Michel! reprit Nérine, si tu voulais être à moi, je ferais ta joie et ton bonheur.
Le pâtre sentit son cœur se serrer. Sa langue resta muette. Un nuage passa sur ses yeux. Un éblouissement soudain le coucha sur le sol. Quand il revint à lui, Nérine avait disparu. Rêveur et tremblant, il regagna le chemin de son chalet.
— Les fées ont-elles souvent pris des pâtres pour maris? demanda Michel, le lendemain, au maître vacher.
— Pas mal, mon valet, pas mal !... mais on ne les connaît pas tous, car jamais on n'a vu une fée se rendre à l'église pour son mariage. En attendant, il n'en est pas moins vrai qu'à ma souvenance, trois de nos plus beaux garçons ont déjà disparu d'ici sans laisser de nouvelles, et dès lors chaque fois que l'un d'entre eux est venu à nous manquer, la grotte a compté une fée de moins.
— Et peut-on savoir où s'en vont les mariés ?
— Qu'en sais-je bien, moi ?... Au pays des songes, sans doute.
La semaine qui suivit se passa sans aventure.
Cependant, quelques jours plus tard, Michel, se trouvant un matin à la chasse, vit un oiseau qu'il avait attiré par ses coups de sifflet et qu'il allait abattre, se changer soudain en celle qui, depuis la fameuse nuit d'Aï, agitait sa pensée. Nérine était de nouveau là, devant lui, gracieuse et souriante.
— Vous! Nérine! de si bonne heure ici!
— Chaque fois, dit-elle, que je t'entendrai siffler ou chanter sur la montagne, je t'apparaîtrai.
Puis elle lui fit présent d'un cornet d'appel, d'un léger olifant d'un travail exquis. Après quoi, elle disparut.
Dès lors, à chaque beau crépuscule, Michel, qui trouvait du charme à ces apparitions, escaladait la Tour, donnait trois coups d'appel, puis voyait venir à lui un chariot ailé qui l'enlevait dans les airs.
Peu à peu, les choses se surent.
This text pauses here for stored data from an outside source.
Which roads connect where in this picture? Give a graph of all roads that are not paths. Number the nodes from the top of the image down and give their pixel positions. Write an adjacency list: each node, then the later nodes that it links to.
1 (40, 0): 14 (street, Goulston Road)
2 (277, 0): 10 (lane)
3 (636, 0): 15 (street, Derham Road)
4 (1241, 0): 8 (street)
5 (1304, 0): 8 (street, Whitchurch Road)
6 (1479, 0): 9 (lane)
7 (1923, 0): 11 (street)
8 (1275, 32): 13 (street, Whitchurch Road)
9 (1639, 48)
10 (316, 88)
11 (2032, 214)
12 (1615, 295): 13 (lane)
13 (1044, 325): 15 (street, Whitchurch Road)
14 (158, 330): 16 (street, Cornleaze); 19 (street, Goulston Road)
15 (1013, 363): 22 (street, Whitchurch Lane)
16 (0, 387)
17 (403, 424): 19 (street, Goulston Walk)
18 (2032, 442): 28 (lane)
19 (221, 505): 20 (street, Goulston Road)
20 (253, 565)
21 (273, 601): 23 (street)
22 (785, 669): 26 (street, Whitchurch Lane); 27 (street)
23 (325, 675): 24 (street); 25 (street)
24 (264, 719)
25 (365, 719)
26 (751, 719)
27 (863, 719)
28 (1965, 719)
Ces rendez-vous firent causer. Les jaloux commencèrent leur œuvre habituelle. Un vacher courut apprendre ce qui se passait à Judith, laquelle, de dépit, en informa Salomé. Celle-ci pleura, mais Judith jura de se venger.
Cependant, le cœur du pauvre Michel était loin d'être tranquille. L'idée de quitter ses montagnes et sa patrie pour suivre son enchanteresse faisait souvent couler ses larmes.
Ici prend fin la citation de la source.